[Available data Boundary: Start]

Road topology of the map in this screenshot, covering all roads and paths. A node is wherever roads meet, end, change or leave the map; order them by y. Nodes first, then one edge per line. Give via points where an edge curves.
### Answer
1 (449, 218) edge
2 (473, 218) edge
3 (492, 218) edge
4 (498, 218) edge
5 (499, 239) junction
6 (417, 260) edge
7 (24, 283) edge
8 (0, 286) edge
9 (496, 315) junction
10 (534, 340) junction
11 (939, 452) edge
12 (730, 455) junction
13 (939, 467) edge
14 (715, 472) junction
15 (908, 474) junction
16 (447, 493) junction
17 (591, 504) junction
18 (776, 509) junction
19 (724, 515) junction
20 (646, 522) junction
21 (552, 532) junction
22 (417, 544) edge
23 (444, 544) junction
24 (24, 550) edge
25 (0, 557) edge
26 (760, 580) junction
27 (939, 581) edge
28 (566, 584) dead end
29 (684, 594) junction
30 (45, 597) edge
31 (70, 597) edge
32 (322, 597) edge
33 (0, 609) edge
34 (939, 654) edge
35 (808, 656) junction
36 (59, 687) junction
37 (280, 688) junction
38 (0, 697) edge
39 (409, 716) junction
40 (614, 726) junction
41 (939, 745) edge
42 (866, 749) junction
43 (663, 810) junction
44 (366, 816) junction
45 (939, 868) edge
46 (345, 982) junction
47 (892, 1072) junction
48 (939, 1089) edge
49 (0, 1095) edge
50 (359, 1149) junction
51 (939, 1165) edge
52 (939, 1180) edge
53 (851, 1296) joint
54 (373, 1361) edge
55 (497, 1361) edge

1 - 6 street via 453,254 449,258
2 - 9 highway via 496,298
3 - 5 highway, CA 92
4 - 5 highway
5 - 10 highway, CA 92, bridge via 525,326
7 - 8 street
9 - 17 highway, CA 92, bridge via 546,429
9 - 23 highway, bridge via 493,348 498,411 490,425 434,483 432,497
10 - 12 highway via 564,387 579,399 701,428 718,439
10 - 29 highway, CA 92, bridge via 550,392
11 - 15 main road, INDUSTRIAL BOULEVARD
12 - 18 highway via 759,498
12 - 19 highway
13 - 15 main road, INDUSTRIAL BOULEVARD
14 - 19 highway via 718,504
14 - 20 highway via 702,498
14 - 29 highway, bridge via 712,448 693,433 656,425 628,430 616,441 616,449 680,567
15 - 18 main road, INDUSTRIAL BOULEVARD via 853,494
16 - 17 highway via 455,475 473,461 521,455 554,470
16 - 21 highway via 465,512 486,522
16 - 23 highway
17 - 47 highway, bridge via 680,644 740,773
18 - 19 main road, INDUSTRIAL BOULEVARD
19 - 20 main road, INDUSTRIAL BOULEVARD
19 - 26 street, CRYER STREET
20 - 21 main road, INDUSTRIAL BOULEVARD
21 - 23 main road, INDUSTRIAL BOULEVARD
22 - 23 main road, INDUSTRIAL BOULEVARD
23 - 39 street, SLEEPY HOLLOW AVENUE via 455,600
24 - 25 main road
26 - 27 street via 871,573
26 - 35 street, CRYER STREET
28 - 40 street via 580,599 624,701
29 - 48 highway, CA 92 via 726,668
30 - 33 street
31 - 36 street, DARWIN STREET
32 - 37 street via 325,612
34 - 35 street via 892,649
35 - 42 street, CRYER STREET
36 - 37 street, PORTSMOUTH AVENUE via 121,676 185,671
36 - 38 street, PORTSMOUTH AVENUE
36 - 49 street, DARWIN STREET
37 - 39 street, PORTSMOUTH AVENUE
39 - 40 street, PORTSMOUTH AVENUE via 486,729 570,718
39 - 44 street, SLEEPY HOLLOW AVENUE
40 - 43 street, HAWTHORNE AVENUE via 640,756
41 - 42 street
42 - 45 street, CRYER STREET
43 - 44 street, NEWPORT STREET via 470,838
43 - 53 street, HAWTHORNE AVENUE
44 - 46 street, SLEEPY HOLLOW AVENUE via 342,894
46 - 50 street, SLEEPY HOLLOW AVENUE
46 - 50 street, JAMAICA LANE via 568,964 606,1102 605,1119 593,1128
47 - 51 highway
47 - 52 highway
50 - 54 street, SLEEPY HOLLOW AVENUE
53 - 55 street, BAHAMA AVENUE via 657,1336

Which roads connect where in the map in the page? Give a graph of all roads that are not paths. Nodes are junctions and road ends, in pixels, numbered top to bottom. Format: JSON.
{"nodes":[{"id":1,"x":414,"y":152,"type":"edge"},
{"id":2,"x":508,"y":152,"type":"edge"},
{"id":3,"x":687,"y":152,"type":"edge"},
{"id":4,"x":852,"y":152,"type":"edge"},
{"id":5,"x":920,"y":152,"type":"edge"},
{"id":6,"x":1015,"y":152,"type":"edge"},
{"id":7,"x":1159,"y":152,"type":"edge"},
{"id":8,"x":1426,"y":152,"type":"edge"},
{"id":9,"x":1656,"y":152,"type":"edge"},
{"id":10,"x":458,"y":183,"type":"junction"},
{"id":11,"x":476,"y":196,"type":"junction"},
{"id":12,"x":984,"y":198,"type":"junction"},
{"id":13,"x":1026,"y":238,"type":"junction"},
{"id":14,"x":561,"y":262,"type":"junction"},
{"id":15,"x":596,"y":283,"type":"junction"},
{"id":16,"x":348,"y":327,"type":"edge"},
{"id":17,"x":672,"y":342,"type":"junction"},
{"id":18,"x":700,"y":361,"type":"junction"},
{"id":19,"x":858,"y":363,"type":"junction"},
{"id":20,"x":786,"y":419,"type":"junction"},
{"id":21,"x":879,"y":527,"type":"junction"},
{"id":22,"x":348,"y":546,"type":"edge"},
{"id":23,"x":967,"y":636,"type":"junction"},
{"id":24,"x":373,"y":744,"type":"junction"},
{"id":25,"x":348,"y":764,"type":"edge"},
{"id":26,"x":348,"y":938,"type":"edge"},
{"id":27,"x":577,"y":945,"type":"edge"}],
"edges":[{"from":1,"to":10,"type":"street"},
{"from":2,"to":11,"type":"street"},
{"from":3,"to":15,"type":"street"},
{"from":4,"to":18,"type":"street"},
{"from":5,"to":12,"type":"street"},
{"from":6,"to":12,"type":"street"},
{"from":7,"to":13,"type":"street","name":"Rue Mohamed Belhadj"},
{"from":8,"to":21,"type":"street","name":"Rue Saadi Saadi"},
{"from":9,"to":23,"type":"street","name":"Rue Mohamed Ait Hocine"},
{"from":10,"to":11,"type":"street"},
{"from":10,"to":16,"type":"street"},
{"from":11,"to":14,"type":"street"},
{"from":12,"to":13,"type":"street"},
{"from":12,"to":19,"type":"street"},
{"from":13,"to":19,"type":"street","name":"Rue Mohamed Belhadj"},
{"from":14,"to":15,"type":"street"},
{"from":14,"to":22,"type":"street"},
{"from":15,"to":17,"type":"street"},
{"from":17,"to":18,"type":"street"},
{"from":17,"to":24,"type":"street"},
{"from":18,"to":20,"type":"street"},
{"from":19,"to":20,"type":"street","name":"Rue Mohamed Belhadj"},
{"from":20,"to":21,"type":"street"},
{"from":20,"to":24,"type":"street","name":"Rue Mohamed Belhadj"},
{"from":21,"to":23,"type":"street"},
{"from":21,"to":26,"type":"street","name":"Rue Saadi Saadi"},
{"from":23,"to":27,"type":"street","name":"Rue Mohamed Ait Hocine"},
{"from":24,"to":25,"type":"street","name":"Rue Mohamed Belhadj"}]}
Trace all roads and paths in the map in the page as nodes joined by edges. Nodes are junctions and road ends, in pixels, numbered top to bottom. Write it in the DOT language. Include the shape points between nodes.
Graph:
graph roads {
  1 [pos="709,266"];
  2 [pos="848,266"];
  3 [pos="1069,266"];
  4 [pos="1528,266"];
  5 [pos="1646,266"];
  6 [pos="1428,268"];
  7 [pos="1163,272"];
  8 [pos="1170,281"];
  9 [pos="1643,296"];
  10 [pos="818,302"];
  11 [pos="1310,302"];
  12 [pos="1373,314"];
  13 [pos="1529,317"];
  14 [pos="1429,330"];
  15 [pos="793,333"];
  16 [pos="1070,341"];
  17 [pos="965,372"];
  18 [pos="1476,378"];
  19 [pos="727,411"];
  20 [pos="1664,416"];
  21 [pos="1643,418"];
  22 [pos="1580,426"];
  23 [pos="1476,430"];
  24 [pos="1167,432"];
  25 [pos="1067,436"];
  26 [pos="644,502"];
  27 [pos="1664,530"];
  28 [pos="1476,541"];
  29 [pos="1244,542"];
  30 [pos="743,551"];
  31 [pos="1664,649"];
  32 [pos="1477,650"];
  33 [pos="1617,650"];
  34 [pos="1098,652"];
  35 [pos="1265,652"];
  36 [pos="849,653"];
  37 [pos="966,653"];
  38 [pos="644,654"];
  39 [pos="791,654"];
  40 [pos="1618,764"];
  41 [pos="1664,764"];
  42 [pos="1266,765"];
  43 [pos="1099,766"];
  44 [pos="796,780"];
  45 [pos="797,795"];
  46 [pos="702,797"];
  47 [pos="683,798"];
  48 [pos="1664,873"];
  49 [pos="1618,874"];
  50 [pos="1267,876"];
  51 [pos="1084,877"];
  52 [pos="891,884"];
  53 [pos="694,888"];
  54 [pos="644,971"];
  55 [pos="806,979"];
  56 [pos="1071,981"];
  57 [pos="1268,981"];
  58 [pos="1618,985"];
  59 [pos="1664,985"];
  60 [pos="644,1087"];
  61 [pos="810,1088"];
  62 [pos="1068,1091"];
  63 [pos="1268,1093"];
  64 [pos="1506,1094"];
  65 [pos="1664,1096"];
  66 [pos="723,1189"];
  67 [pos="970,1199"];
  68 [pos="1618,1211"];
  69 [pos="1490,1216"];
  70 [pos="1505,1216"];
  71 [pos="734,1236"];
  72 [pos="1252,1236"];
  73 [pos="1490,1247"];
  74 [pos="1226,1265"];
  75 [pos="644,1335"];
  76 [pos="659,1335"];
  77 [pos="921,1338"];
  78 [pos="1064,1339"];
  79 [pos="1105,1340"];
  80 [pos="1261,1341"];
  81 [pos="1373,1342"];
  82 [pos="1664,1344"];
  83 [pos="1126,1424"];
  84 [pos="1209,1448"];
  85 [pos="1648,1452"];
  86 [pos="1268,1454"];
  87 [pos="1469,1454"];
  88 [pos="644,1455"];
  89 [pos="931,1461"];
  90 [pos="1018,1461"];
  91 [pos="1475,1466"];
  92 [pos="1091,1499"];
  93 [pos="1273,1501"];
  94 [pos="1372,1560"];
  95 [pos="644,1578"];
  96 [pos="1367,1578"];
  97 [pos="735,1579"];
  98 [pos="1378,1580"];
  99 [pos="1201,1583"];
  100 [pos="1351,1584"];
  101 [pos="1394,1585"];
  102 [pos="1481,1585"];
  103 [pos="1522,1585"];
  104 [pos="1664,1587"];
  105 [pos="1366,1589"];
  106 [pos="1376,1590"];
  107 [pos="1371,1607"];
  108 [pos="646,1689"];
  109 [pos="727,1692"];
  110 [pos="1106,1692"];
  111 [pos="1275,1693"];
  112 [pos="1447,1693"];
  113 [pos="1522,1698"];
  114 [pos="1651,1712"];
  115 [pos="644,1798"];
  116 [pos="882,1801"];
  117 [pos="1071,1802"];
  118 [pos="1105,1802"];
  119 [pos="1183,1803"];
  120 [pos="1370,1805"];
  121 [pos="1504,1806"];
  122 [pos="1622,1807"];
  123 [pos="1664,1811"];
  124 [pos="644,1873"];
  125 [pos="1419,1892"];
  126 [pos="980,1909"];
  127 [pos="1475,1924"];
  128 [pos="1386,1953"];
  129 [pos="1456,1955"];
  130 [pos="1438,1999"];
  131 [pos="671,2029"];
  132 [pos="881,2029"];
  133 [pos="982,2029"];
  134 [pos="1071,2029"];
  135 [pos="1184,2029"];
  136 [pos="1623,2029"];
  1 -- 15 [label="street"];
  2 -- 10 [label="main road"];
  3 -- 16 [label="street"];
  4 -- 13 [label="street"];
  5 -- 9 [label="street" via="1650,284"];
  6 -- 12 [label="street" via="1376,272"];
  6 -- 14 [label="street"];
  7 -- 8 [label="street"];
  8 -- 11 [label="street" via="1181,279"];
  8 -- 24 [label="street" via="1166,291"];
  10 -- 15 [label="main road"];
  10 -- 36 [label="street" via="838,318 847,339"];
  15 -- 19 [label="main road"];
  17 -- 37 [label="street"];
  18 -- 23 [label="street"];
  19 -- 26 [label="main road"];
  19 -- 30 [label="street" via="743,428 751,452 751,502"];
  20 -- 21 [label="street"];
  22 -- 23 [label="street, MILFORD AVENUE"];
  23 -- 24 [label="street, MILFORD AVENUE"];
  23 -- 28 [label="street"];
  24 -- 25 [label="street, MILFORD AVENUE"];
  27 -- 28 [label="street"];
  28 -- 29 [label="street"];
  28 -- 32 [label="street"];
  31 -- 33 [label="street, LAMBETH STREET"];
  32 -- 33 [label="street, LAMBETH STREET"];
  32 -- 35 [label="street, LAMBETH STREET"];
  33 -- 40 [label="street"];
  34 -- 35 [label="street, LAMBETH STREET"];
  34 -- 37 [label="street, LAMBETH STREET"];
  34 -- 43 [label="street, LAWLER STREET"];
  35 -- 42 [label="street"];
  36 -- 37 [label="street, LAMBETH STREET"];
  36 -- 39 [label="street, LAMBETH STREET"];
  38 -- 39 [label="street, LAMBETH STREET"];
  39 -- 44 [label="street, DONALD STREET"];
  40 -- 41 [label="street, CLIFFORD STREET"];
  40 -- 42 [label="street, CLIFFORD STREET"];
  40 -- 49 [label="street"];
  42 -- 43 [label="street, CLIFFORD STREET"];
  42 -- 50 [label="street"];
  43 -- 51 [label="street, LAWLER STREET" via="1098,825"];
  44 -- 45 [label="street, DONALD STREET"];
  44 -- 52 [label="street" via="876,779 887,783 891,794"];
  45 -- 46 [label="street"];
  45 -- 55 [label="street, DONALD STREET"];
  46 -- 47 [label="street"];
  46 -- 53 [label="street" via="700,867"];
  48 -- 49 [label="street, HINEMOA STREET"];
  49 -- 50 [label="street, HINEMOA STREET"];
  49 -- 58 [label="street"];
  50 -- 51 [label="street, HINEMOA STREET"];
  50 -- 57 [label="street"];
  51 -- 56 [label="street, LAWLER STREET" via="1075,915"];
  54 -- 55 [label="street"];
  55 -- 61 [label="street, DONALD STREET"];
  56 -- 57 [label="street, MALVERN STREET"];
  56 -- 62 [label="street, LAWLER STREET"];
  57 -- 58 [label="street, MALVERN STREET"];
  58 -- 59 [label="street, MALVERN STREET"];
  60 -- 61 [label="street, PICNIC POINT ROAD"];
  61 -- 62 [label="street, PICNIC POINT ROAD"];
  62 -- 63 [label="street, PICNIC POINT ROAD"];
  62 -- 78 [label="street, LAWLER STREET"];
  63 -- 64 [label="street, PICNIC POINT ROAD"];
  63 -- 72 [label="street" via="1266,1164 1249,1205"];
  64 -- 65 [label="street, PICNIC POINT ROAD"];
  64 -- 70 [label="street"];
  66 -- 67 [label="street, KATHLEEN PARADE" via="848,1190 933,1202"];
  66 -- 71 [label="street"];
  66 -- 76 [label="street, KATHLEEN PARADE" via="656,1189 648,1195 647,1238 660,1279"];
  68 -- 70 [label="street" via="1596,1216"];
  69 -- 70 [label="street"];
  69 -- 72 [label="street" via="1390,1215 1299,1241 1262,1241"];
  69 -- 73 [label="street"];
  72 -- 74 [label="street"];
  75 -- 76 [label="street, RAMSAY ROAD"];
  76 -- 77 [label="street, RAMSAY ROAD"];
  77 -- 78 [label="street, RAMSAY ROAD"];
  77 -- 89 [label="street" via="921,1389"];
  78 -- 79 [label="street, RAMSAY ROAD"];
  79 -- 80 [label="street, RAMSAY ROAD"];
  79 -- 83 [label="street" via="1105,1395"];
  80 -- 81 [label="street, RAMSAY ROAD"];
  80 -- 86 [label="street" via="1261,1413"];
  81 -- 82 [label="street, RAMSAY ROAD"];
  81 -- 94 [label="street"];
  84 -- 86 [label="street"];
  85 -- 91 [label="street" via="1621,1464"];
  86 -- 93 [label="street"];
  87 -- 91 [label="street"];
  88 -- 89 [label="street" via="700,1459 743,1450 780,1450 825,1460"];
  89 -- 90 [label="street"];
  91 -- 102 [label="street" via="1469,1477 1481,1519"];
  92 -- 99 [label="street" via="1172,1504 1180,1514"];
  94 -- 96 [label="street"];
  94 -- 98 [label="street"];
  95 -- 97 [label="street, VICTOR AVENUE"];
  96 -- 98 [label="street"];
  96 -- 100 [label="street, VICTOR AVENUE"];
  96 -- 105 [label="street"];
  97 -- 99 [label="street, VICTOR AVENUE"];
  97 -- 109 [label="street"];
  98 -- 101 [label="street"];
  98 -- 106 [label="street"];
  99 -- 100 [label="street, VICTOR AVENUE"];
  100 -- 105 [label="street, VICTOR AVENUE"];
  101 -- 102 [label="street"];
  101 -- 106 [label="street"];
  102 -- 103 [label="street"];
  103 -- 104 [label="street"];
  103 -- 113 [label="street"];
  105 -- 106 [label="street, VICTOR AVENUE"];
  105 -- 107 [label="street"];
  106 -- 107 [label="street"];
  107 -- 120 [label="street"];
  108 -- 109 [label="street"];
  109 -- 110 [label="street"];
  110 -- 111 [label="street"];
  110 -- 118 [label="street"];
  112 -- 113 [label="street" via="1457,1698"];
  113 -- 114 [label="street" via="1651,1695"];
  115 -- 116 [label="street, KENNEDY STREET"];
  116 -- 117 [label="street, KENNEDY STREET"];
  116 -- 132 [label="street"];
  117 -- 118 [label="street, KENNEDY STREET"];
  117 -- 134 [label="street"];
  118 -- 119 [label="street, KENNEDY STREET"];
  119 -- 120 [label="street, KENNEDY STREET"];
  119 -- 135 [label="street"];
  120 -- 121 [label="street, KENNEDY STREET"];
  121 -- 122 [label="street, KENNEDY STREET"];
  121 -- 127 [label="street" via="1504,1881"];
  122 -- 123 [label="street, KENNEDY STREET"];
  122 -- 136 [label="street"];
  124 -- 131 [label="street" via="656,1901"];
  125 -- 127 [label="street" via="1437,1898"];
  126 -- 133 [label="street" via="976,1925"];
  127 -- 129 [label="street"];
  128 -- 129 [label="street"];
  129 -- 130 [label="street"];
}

[Available data Boundary: End]

• **Task goal**:
Your answer should be the lines of the records that hold the string "CLIFFORD".

• **Task answer**:
  40 -- 41 [label="street, CLIFFORD STREET"];
  40 -- 42 [label="street, CLIFFORD STREET"];
  42 -- 43 [label="street, CLIFFORD STREET"];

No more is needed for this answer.